This is the kind of advice I searched for. I actually feel like a jackass, but
I don't have experience which such conflicts and I let things get out of
control. I actually was under the impression that I could change things just
by pointing out the flaws. I was wrong of course.

Unfortunately I am the type of developer that's interested in multiple topics,
ranging from algorithms (parsers, data-mining, inductive reasoning), to
usability. And it sucks because I have opinions about everything.

Thanks,

------
maxklein
Learn this lesson very quickly: Do not complain! You care about what you do,
but think about your priorities. Really, think about them. You want to:

1\. Be happy 2\. Make money 3\. Be promoted

It's not a startup, so you are not trying to be ultra rich. Now, when you
complain you are first and foremost making yourself unhappy.
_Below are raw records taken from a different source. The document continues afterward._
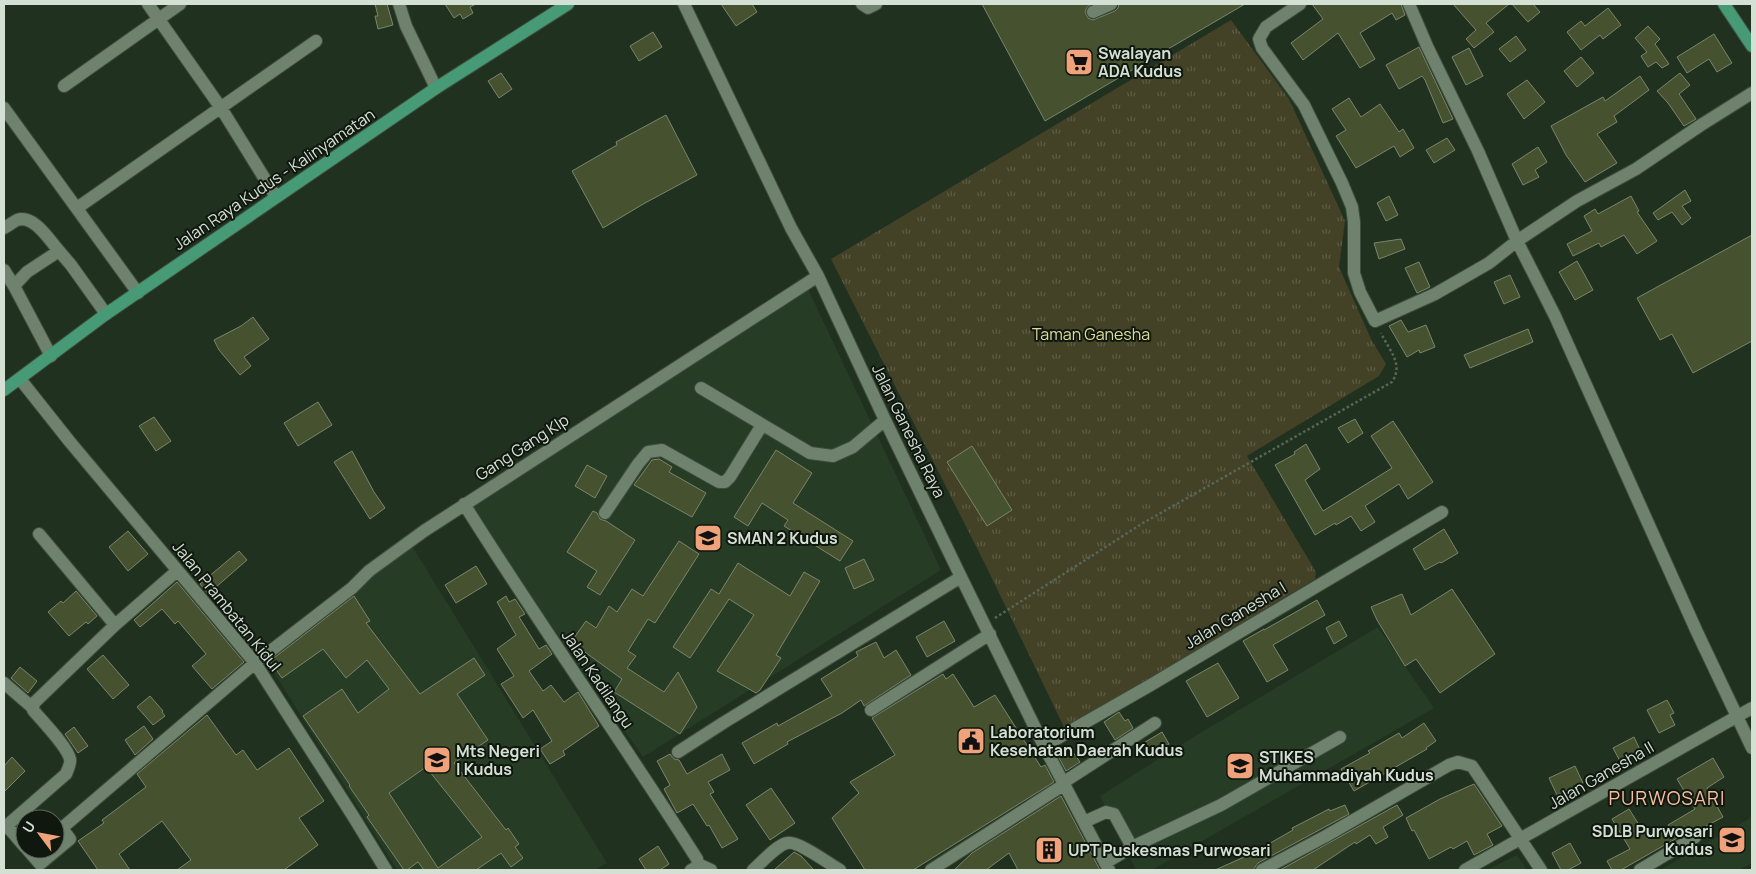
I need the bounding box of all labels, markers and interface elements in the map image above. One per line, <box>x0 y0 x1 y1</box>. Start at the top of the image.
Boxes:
place label: Swalayan ADA Kudus <box>1098 42 1182 82</box>
supermarket icon: Swalayan ADA Kudus <box>1064 47 1094 77</box>
street label: Jalan Raya Kudus - Kalinyamatan <box>169 103 379 255</box>
park label: Taman Ganesha <box>1032 323 1150 345</box>
street label: Jalan Ganesha Raya <box>867 361 951 501</box>
street label: Gang Gang Klp <box>471 409 573 485</box>
school or university icon: SMAN 2 Kudus <box>693 523 723 553</box>
place label: SMAN 2 Kudus <box>727 527 838 549</box>
street label: Jalan Prambatan Kidul <box>168 536 286 676</box>
street label: Jalan Ganesha I <box>1180 576 1290 654</box>
street label: Jalan Kadilangu <box>557 625 639 733</box>
place label: Laboratorium Kesehatan Daerah Kudus <box>990 721 1184 761</box>
public building icon: Laboratorium Kesehatan Daerah Kudus <box>956 726 986 756</box>
street label: Jalan Ganesha II <box>1544 736 1658 814</box>
place label: Mts Negeri I Kudus <box>456 740 540 780</box>
school or university icon: Mts Negeri I Kudus <box>422 745 452 775</box>
place label: STIKES Muhammadiyah Kudus <box>1259 746 1434 786</box>
school or university icon: STIKES Muhammadiyah Kudus <box>1225 751 1255 781</box>
district label: PURWOSARI <box>1608 785 1726 811</box>
north arrow <box>15 809 65 859</box>
text: U <box>18 818 39 836</box>
place label: SDLB Purwosari Kudus <box>1592 820 1713 860</box>
school or university icon: SDLB Purwosari Kudus <box>1717 825 1747 855</box>
building icon: UPT Puskesmas Purwosari <box>1034 835 1064 865</box>
place label: UPT Puskesmas Purwosari <box>1068 839 1271 861</box>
That defeats the
purpose of working there. First rule is that you be happy. And the best way to
be happy is to ignore the bad stuff, focus on the good stuff and work on
making everyone else happy.

You guys may be producing terrible code at work, but imagine a workplace where
you are producing terrible code, but everyone is laughing and making jokes and
so on.

Refocus your energy on making you and everyone around you happy. Forget the
technology - let them make the decisions! That's what they are there for! Just
focus on making yourself happy and your team members happy.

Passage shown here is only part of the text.